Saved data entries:
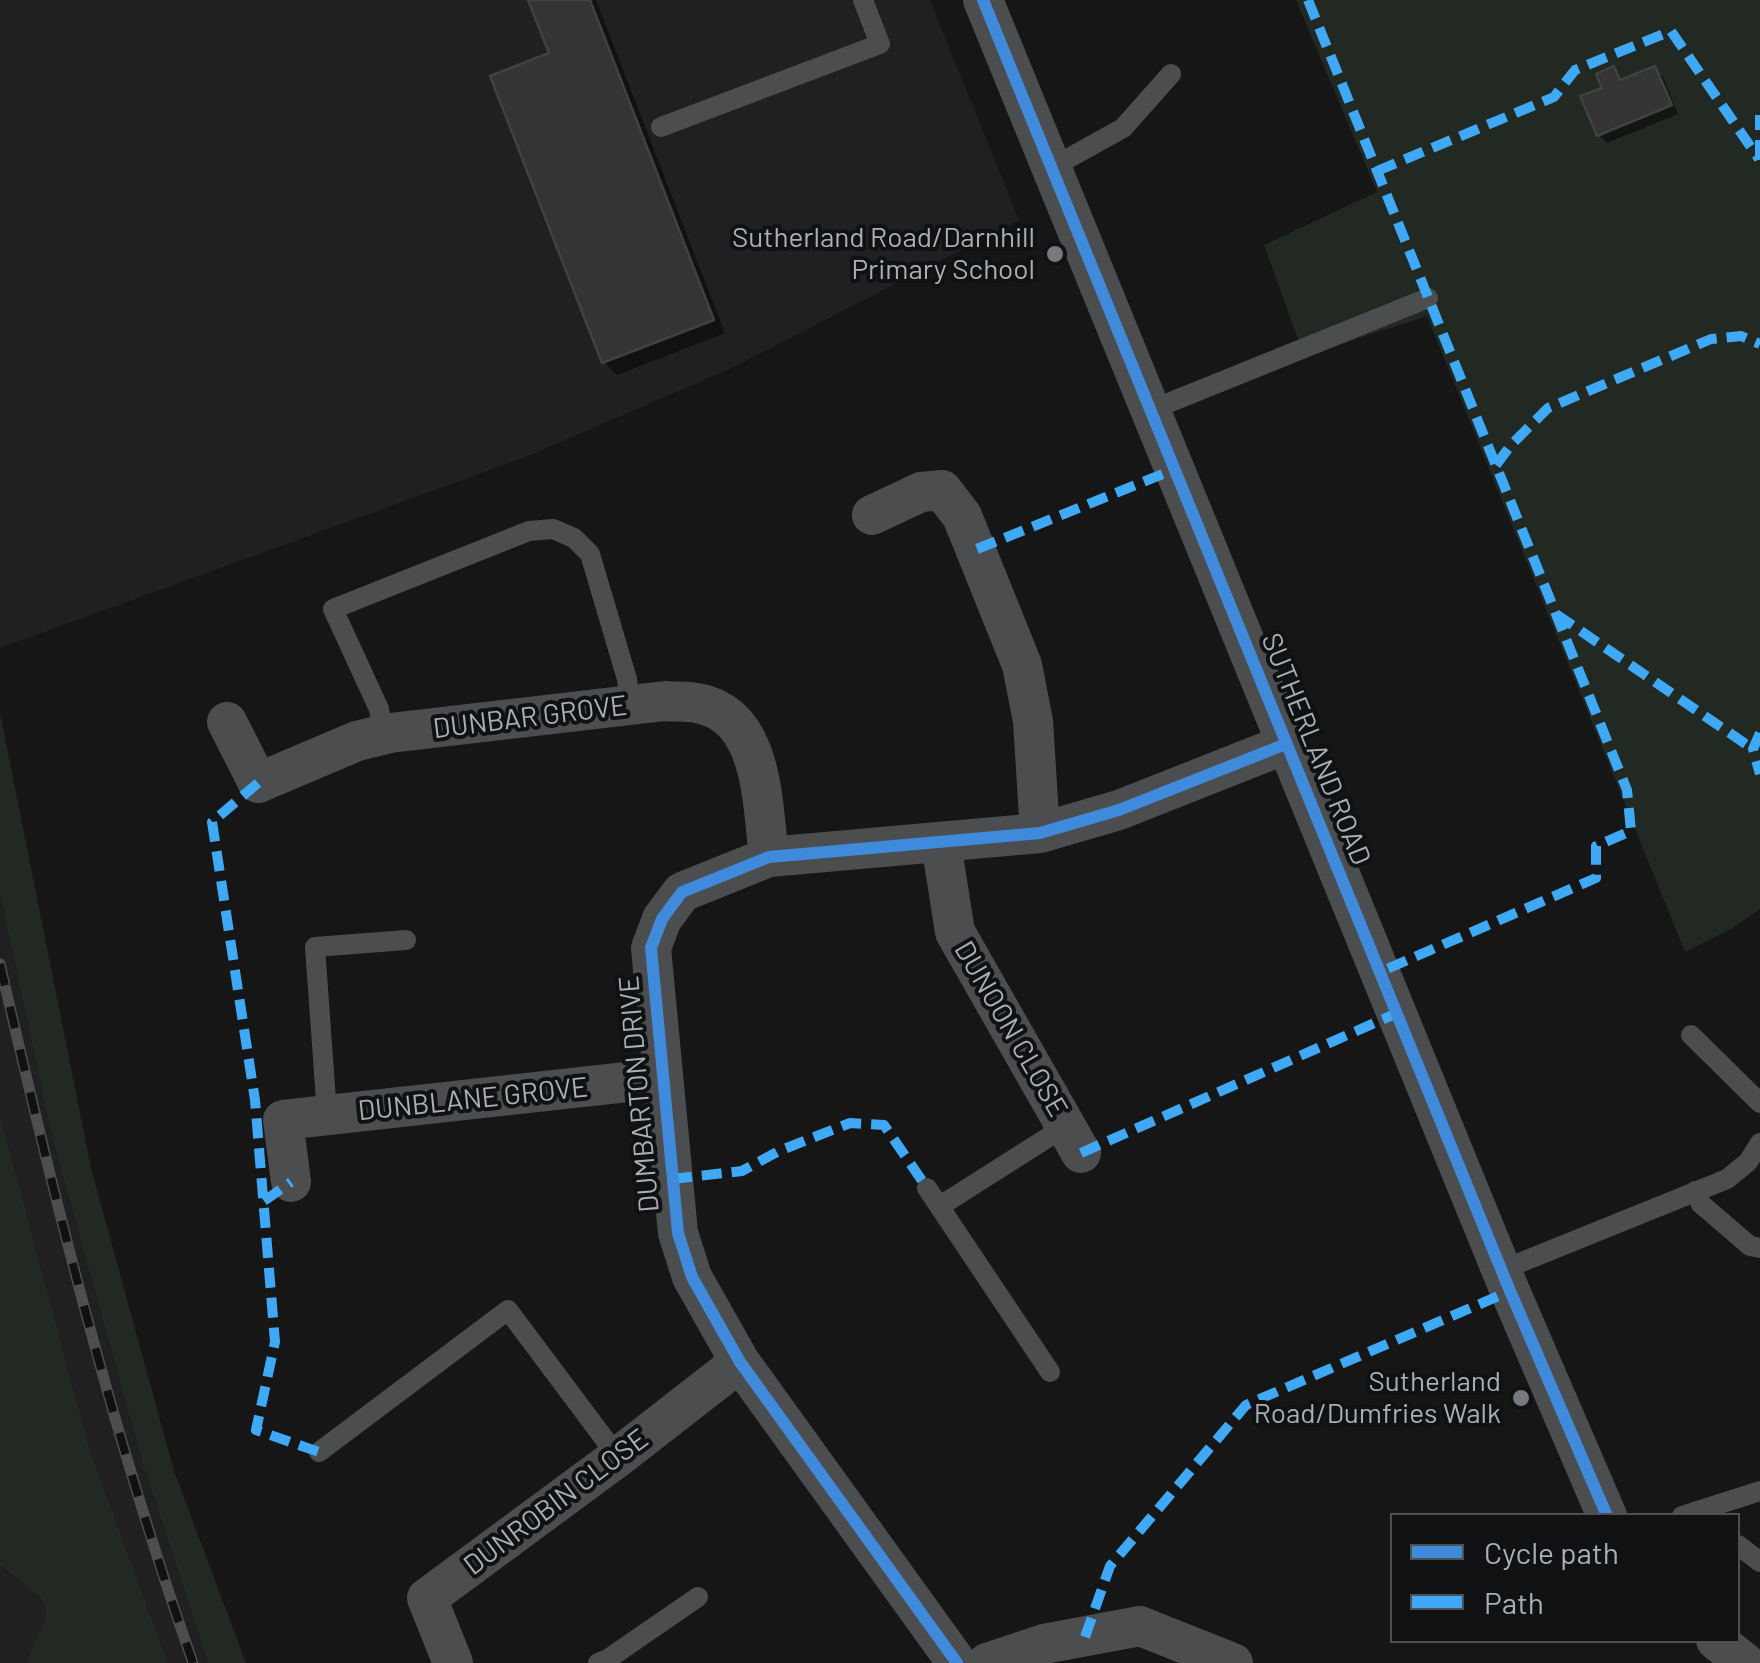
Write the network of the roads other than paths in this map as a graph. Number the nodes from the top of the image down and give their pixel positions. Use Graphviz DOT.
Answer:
graph roads {
  1 [pos="863,0"];
  2 [pos="983,0"];
  3 [pos="1171,74"];
  4 [pos="661,127"];
  5 [pos="1051,168"];
  6 [pos="1428,298"];
  7 [pos="1151,410"];
  8 [pos="872,515"];
  9 [pos="630,706"];
  10 [pos="227,722"];
  11 [pos="383,734"];
  12 [pos="1286,744"];
  13 [pos="1040,833"];
  14 [pos="941,842"];
  15 [pos="769,858"];
  16 [pos="406,940"];
  17 [pos="1690,1036"];
  18 [pos="663,1078"];
  19 [pos="1760,1102"];
  20 [pos="327,1114"];
  21 [pos="1074,1139"];
  22 [pos="1760,1143"];
  23 [pos="291,1182"];
  24 [pos="927,1188"];
  25 [pos="1695,1191"];
  26 [pos="940,1206"];
  27 [pos="1760,1248"];
  28 [pos="1502,1270"];
  29 [pos="740,1362"];
  30 [pos="1050,1372"];
  31 [pos="319,1452"];
  32 [pos="618,1458"];
  33 [pos="1760,1491"];
  34 [pos="1607,1513"];
  35 [pos="1693,1513"];
  36 [pos="1740,1547"];
  37 [pos="1760,1562"];
  38 [pos="698,1596"];
  39 [pos="1720,1643"];
  40 [pos="453,1663"];
  41 [pos="598,1663"];
  42 [pos="957,1663"];
  43 [pos="986,1663"];
  44 [pos="1233,1663"];
  45 [pos="1744,1663"];
  1 -- 4 [label="lane"];
  2 -- 5 [label="street, SUTHERLAND ROAD"];
  3 -- 5 [label="lane"];
  5 -- 7 [label="street, SUTHERLAND ROAD"];
  6 -- 7 [label="lane"];
  7 -- 12 [label="street, SUTHERLAND ROAD"];
  8 -- 13 [label="street"];
  9 -- 11 [label="street, DUNBAR GROVE"];
  9 -- 11 [label="lane"];
  9 -- 15 [label="street, DUNBAR GROVE"];
  10 -- 11 [label="street, DUNBAR GROVE"];
  12 -- 13 [label="street, DUMBARTON DRIVE"];
  12 -- 28 [label="street, SUTHERLAND ROAD"];
  13 -- 14 [label="street, DUMBARTON DRIVE"];
  14 -- 15 [label="street, DUMBARTON DRIVE"];
  14 -- 21 [label="street, DUNOON CLOSE"];
  15 -- 18 [label="street, DUMBARTON DRIVE"];
  16 -- 20 [label="lane"];
  17 -- 19 [label="lane"];
  18 -- 20 [label="street, DUNBLANE GROVE"];
  18 -- 29 [label="street, DUMBARTON DRIVE"];
  20 -- 23 [label="street, DUNBLANE GROVE"];
  21 -- 26 [label="lane"];
  22 -- 25 [label="lane"];
  24 -- 26 [label="lane"];
  25 -- 27 [label="lane"];
  25 -- 28 [label="lane"];
  26 -- 30 [label="lane"];
  28 -- 34 [label="street, SUTHERLAND ROAD"];
  29 -- 32 [label="street, DUNROBIN CLOSE"];
  29 -- 42 [label="street, DUMBARTON DRIVE"];
  31 -- 32 [label="lane"];
  32 -- 40 [label="street, DUNROBIN CLOSE"];
  33 -- 35 [label="lane"];
  36 -- 37 [label="lane"];
  38 -- 41 [label="lane"];
  39 -- 45 [label="street"];
  43 -- 44 [label="street"];
}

Task description.
Nothing but the pictures may be dropped; output the records above exactly.

The completed task.
Write the network of the roads other than paths in this map as a graph. Number the nodes from the top of the image down and give their pixel positions. Use Graphviz DOT.
Answer:
graph roads {
  1 [pos="863,0"];
  2 [pos="983,0"];
  3 [pos="1171,74"];
  4 [pos="661,127"];
  5 [pos="1051,168"];
  6 [pos="1428,298"];
  7 [pos="1151,410"];
  8 [pos="872,515"];
  9 [pos="630,706"];
  10 [pos="227,722"];
  11 [pos="383,734"];
  12 [pos="1286,744"];
  13 [pos="1040,833"];
  14 [pos="941,842"];
  15 [pos="769,858"];
  16 [pos="406,940"];
  17 [pos="1690,1036"];
  18 [pos="663,1078"];
  19 [pos="1760,1102"];
  20 [pos="327,1114"];
  21 [pos="1074,1139"];
  22 [pos="1760,1143"];
  23 [pos="291,1182"];
  24 [pos="927,1188"];
  25 [pos="1695,1191"];
  26 [pos="940,1206"];
  27 [pos="1760,1248"];
  28 [pos="1502,1270"];
  29 [pos="740,1362"];
  30 [pos="1050,1372"];
  31 [pos="319,1452"];
  32 [pos="618,1458"];
  33 [pos="1760,1491"];
  34 [pos="1607,1513"];
  35 [pos="1693,1513"];
  36 [pos="1740,1547"];
  37 [pos="1760,1562"];
  38 [pos="698,1596"];
  39 [pos="1720,1643"];
  40 [pos="453,1663"];
  41 [pos="598,1663"];
  42 [pos="957,1663"];
  43 [pos="986,1663"];
  44 [pos="1233,1663"];
  45 [pos="1744,1663"];
  1 -- 4 [label="lane"];
  2 -- 5 [label="street, SUTHERLAND ROAD"];
  3 -- 5 [label="lane"];
  5 -- 7 [label="street, SUTHERLAND ROAD"];
  6 -- 7 [label="lane"];
  7 -- 12 [label="street, SUTHERLAND ROAD"];
  8 -- 13 [label="street"];
  9 -- 11 [label="street, DUNBAR GROVE"];
  9 -- 11 [label="lane"];
  9 -- 15 [label="street, DUNBAR GROVE"];
  10 -- 11 [label="street, DUNBAR GROVE"];
  12 -- 13 [label="street, DUMBARTON DRIVE"];
  12 -- 28 [label="street, SUTHERLAND ROAD"];
  13 -- 14 [label="street, DUMBARTON DRIVE"];
  14 -- 15 [label="street, DUMBARTON DRIVE"];
  14 -- 21 [label="street, DUNOON CLOSE"];
  15 -- 18 [label="street, DUMBARTON DRIVE"];
  16 -- 20 [label="lane"];
  17 -- 19 [label="lane"];
  18 -- 20 [label="street, DUNBLANE GROVE"];
  18 -- 29 [label="street, DUMBARTON DRIVE"];
  20 -- 23 [label="street, DUNBLANE GROVE"];
  21 -- 26 [label="lane"];
  22 -- 25 [label="lane"];
  24 -- 26 [label="lane"];
  25 -- 27 [label="lane"];
  25 -- 28 [label="lane"];
  26 -- 30 [label="lane"];
  28 -- 34 [label="street, SUTHERLAND ROAD"];
  29 -- 32 [label="street, DUNROBIN CLOSE"];
  29 -- 42 [label="street, DUMBARTON DRIVE"];
  31 -- 32 [label="lane"];
  32 -- 40 [label="street, DUNROBIN CLOSE"];
  33 -- 35 [label="lane"];
  36 -- 37 [label="lane"];
  38 -- 41 [label="lane"];
  39 -- 45 [label="street"];
  43 -- 44 [label="street"];
}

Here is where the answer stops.